[Dataset entries]
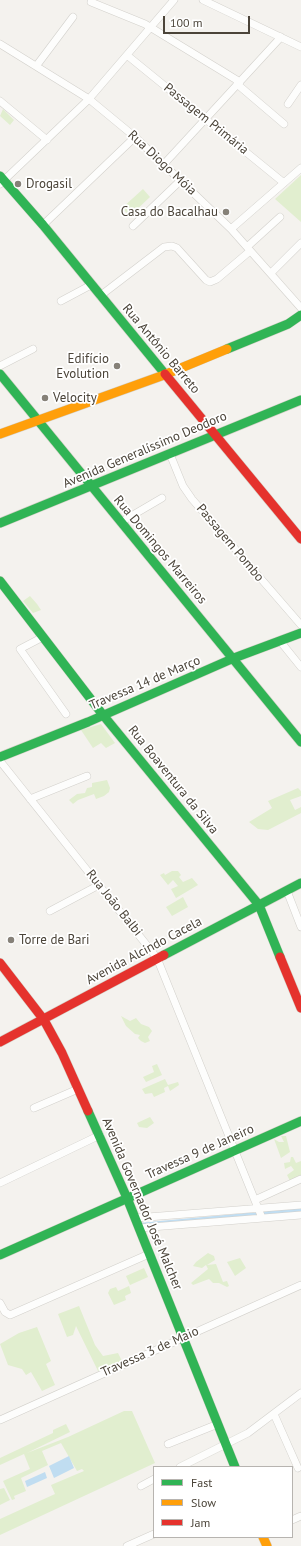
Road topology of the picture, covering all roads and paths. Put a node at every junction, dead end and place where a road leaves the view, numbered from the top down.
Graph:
1 (174, 0) edge
2 (203, 0) edge
3 (91, 2) dead end
4 (73, 17) dead end
5 (151, 28) junction
6 (281, 37) junction
7 (0, 44) edge
8 (301, 47) edge
9 (128, 56) junction
10 (36, 65) junction
11 (238, 83) junction
12 (301, 84) edge
13 (89, 99) junction
14 (0, 101) edge
15 (288, 104) dead end
16 (205, 119) junction
17 (284, 124) dead end
18 (135, 137) junction
19 (47, 140) junction
20 (164, 164) junction
21 (301, 168) edge
22 (1, 180) edge
23 (181, 180) junction
24 (284, 182) junction
25 (280, 217) dead end
26 (43, 225) junction
27 (133, 226) dead end
28 (231, 229) junction
29 (301, 243) edge
30 (249, 249) junction
31 (271, 273) junction
32 (91, 284) junction
33 (100, 296) junction
34 (61, 301) dead end
35 (301, 308) edge
36 (301, 315) edge
37 (34, 349) dead end
38 (0, 366) edge
39 (0, 374) edge
40 (164, 374) junction
41 (299, 403) edge
42 (36, 420) junction
43 (0, 434) edge
44 (215, 434) junction
45 (170, 454) junction
46 (91, 487) junction
47 (162, 498) dead end
48 (121, 522) junction
49 (0, 523) edge
50 (301, 538) edge
51 (0, 581) edge
52 (301, 625) edge
53 (300, 636) edge
54 (43, 637) junction
55 (280, 641) junction
56 (234, 658) junction
57 (301, 667) edge
58 (66, 714) dead end
59 (103, 715) junction
60 (301, 742) edge
61 (0, 757) edge
62 (0, 761) edge
63 (87, 776) dead end
64 (30, 799) junction
65 (301, 883) edge
66 (99, 885) junction
67 (286, 891) junction
68 (259, 905) junction
69 (50, 911) dead end
70 (301, 927) edge
71 (157, 958) junction
72 (0, 963) edge
73 (301, 1008) edge
74 (44, 1020) junction
75 (0, 1042) edge
76 (78, 1089) junction
77 (34, 1108) dead end
78 (301, 1121) edge
79 (100, 1135) junction
80 (236, 1151) junction
81 (301, 1179) edge
82 (0, 1182) edge
83 (127, 1198) junction
84 (255, 1200) junction
85 (301, 1205) edge
86 (259, 1209) junction
87 (301, 1215) edge
88 (135, 1218) junction
89 (262, 1218) junction
90 (139, 1228) junction
91 (149, 1254) junction
92 (0, 1255) edge
93 (301, 1285) edge
94 (0, 1302) edge
95 (183, 1337) junction
96 (301, 1393) edge
97 (274, 1414) junction
98 (0, 1420) edge
99 (218, 1424) junction
100 (168, 1444) dead end
101 (226, 1444) junction
102 (182, 1466) edge
103 (235, 1466) edge
104 (297, 1469) edge
105 (153, 1480) edge
106 (141, 1486) dead end
107 (153, 1534) edge
108 (128, 1546) edge

1 - 5 street
2 - 6 street
3 - 5 street
4 - 10 street
5 - 9 street
5 - 11 street
6 - 8 street
6 - 11 street
7 - 10 street, Rua Diogo Móia
9 - 13 street
9 - 16 street, Passagem Primária
10 - 13 street, Rua Diogo Móia
11 - 16 street
11 - 17 street
12 - 15 street
13 - 18 street, Rua Diogo Móia
13 - 19 street
14 - 19 street
16 - 20 street
16 - 24 street, Passagem Primária
18 - 20 street, Rua Diogo Móia
18 - 26 street
19 - 22 street
20 - 23 street, Rua Diogo Móia
21 - 24 street
22 - 26 street, Rua Antônio Barreto
23 - 27 street
23 - 28 street, Rua Diogo Móia
24 - 28 street
25 - 30 street
26 - 32 street, Rua Antônio Barreto
28 - 30 street, Rua Diogo Móia
29 - 31 street
30 - 31 street, Rua Diogo Móia
30 - 33 street
31 - 35 street, Rua Diogo Móia
32 - 33 street, Rua Antônio Barreto
32 - 34 street
33 - 40 street, Rua Antônio Barreto
36 - 40 street
37 - 38 street
39 - 42 street, Rua Domingos Marreiros
40 - 42 street
40 - 44 street, Rua Antônio Barreto
41 - 44 street, Avenida Generalíssimo Deodoro
42 - 43 street
42 - 46 street, Rua Domingos Marreiros
44 - 45 street, Avenida Generalíssimo Deodoro
44 - 50 street, Rua Antônio Barreto
45 - 46 street, Avenida Generalíssimo Deodoro
45 - 52 street, Passagem Pombo
46 - 48 street, Rua Domingos Marreiros
46 - 49 street, Avenida Generalíssimo Deodoro
47 - 48 street
48 - 56 street, Rua Domingos Marreiros
51 - 54 street, Rua Boaventura da Silva
53 - 55 street, Travessa 14 de Março
54 - 58 street
54 - 59 street, Rua Boaventura da Silva
55 - 56 street, Travessa 14 de Março
55 - 57 street
56 - 59 street, Travessa 14 de Março
56 - 60 street, Rua Domingos Marreiros
59 - 61 street, Travessa 14 de Março
59 - 68 street, Rua Boaventura da Silva
62 - 64 street, Rua João Balbi
63 - 64 street
64 - 66 street, Rua João Balbi
65 - 67 street, Avenida Alcindo Cacela
66 - 69 street
66 - 71 street, Rua João Balbi
67 - 68 street, Avenida Alcindo Cacela
67 - 70 street
68 - 71 street, Avenida Alcindo Cacela
68 - 73 street, Rua Boaventura da Silva
71 - 74 street, Avenida Alcindo Cacela
71 - 80 street, Rua João Balbi
72 - 74 street, Avenida Governador José Malcher
74 - 75 street, Avenida Alcindo Cacela
74 - 76 street, Avenida Governador José Malcher
76 - 77 street
76 - 79 street, Avenida Governador José Malcher
78 - 80 street, Travessa 9 de Janeiro
79 - 82 street
79 - 83 street, Avenida Governador José Malcher
80 - 83 street, Travessa 9 de Janeiro
80 - 84 street, Rua João Balbi
81 - 84 street
83 - 88 street, Avenida Governador José Malcher
83 - 92 street, Travessa 9 de Janeiro
84 - 86 street, Rua João Balbi
85 - 86 street
86 - 88 street
86 - 89 street, Rua João Balbi
87 - 89 street
88 - 90 street, Avenida Governador José Malcher
89 - 90 street
90 - 91 street, Avenida Governador José Malcher
91 - 94 street
91 - 95 street, Avenida Governador José Malcher
93 - 95 street, Travessa 3 de Maio
95 - 98 street, Travessa 3 de Maio
95 - 99 street, Avenida Governador José Malcher
96 - 97 street
97 - 101 street
97 - 104 street
99 - 100 street
99 - 101 street, Avenida Governador José Malcher
101 - 102 street
101 - 103 street, Avenida Governador José Malcher
105 - 106 street
107 - 108 street

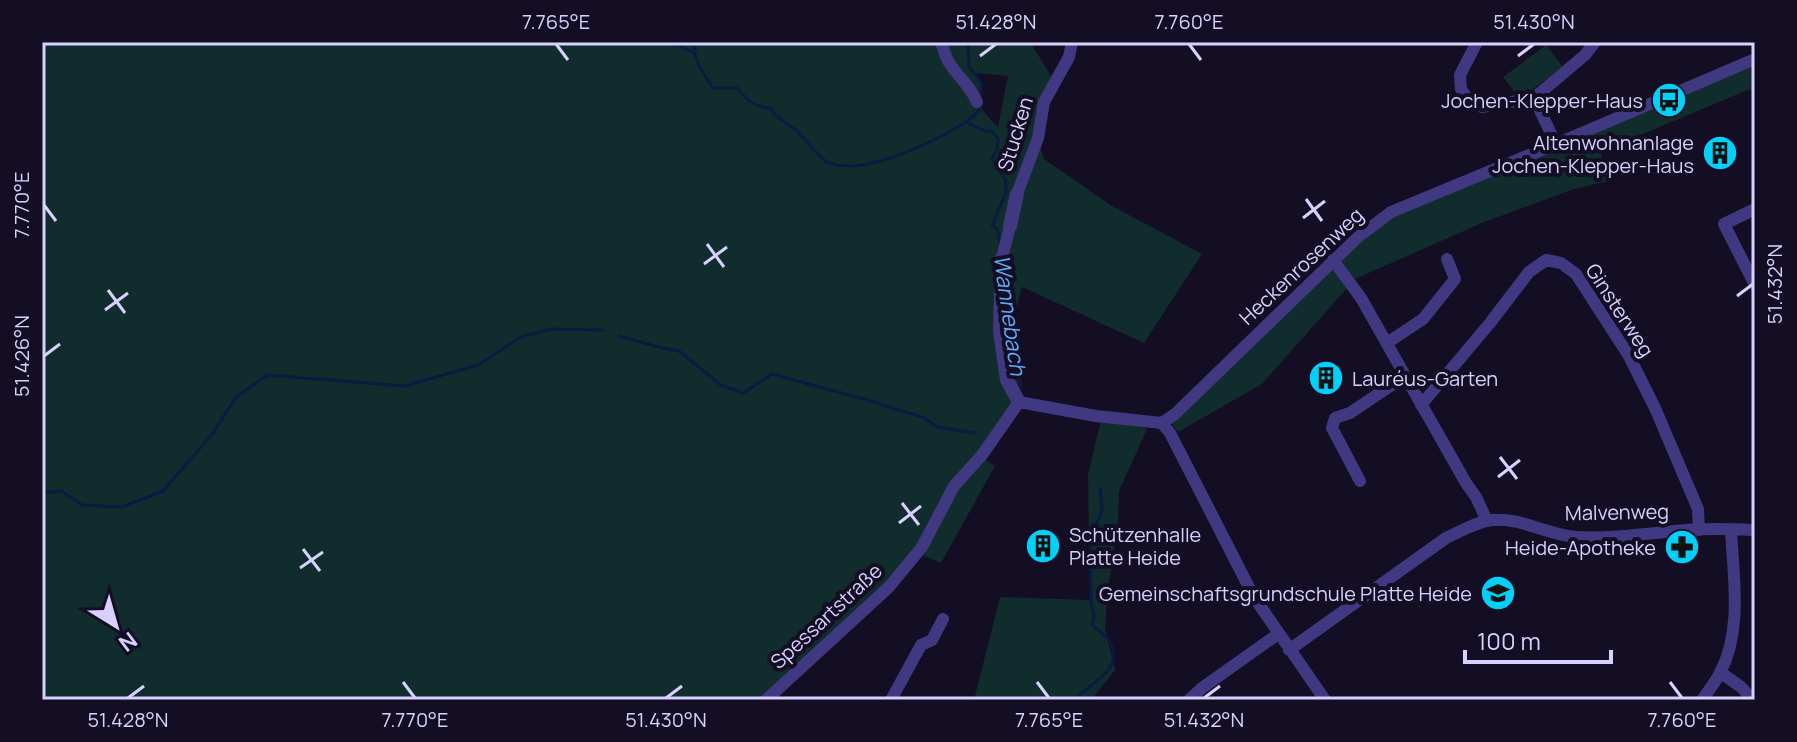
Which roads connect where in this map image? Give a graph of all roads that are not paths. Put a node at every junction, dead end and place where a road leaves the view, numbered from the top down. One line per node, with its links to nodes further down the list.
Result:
1 (940, 42): 7 (street)
2 (1072, 42): 9 (street, Stucken)
3 (1477, 42): 6 (street)
4 (1595, 42): 6 (street)
5 (1755, 59): 8 (street, Heckenrosenweg)
6 (1534, 98): 8 (street)
7 (977, 102)
8 (1556, 144): 14 (street, Heckenrosenweg)
9 (1017, 194): 11 (street)
10 (1755, 209): 15 (street)
11 (1010, 226): 12 (street)
12 (1002, 258): 18 (street)
13 (1447, 259): 16 (street)
14 (1333, 260): 16 (street); 20 (street, Heckenrosenweg)
15 (1755, 285)
16 (1387, 343): 17 (street)
17 (1405, 376): 19 (street); 21 (street)
18 (1019, 402): 20 (street); 30 (street, Spessartstraße)
19 (1421, 405): 22 (street); 24 (street, Ginsterweg)
20 (1162, 423): 27 (street)
21 (1360, 481)
22 (1487, 521): 24 (street, Malvenweg); 28 (street, Malvenweg)
23 (1731, 529): 24 (street, Malvenweg); 25 (street, Malvenweg); 29 (street)
24 (1699, 530)
25 (1755, 530)
26 (943, 619): 31 (street)
27 (1278, 634): 28 (street); 32 (street)
28 (1289, 650): 33 (street)
29 (1720, 672): 34 (street); 35 (street)
30 (768, 700)
31 (891, 700)
32 (1189, 700)
33 (1325, 700)
34 (1702, 700)
35 (1753, 700)

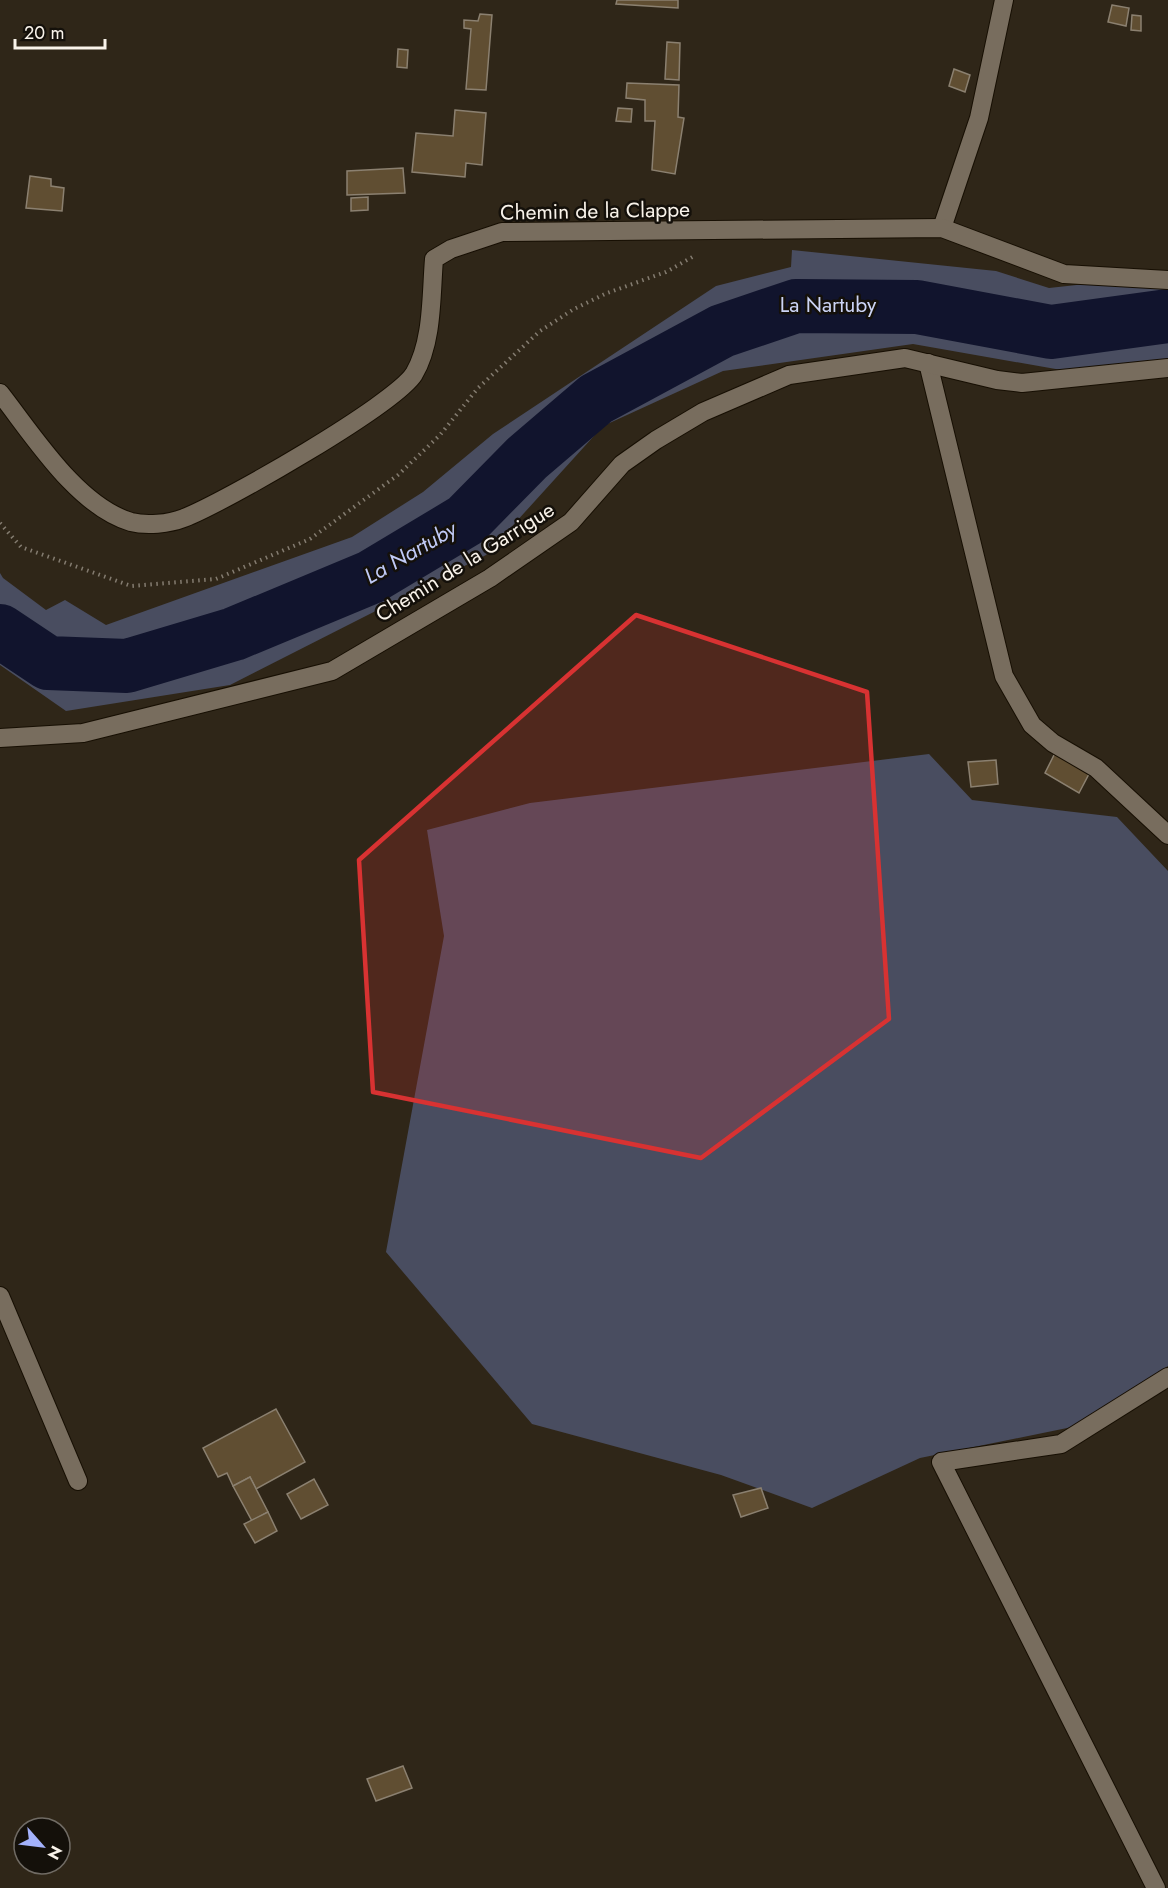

# WHAT NEEDS TO BE DONE
Report each line of the entries where the word "Malvenweg" occurs.

# TASK SOLUTION
22 (1487, 521): 24 (street, Malvenweg); 28 (street, Malvenweg)
23 (1731, 529): 24 (street, Malvenweg); 25 (street, Malvenweg); 29 (street)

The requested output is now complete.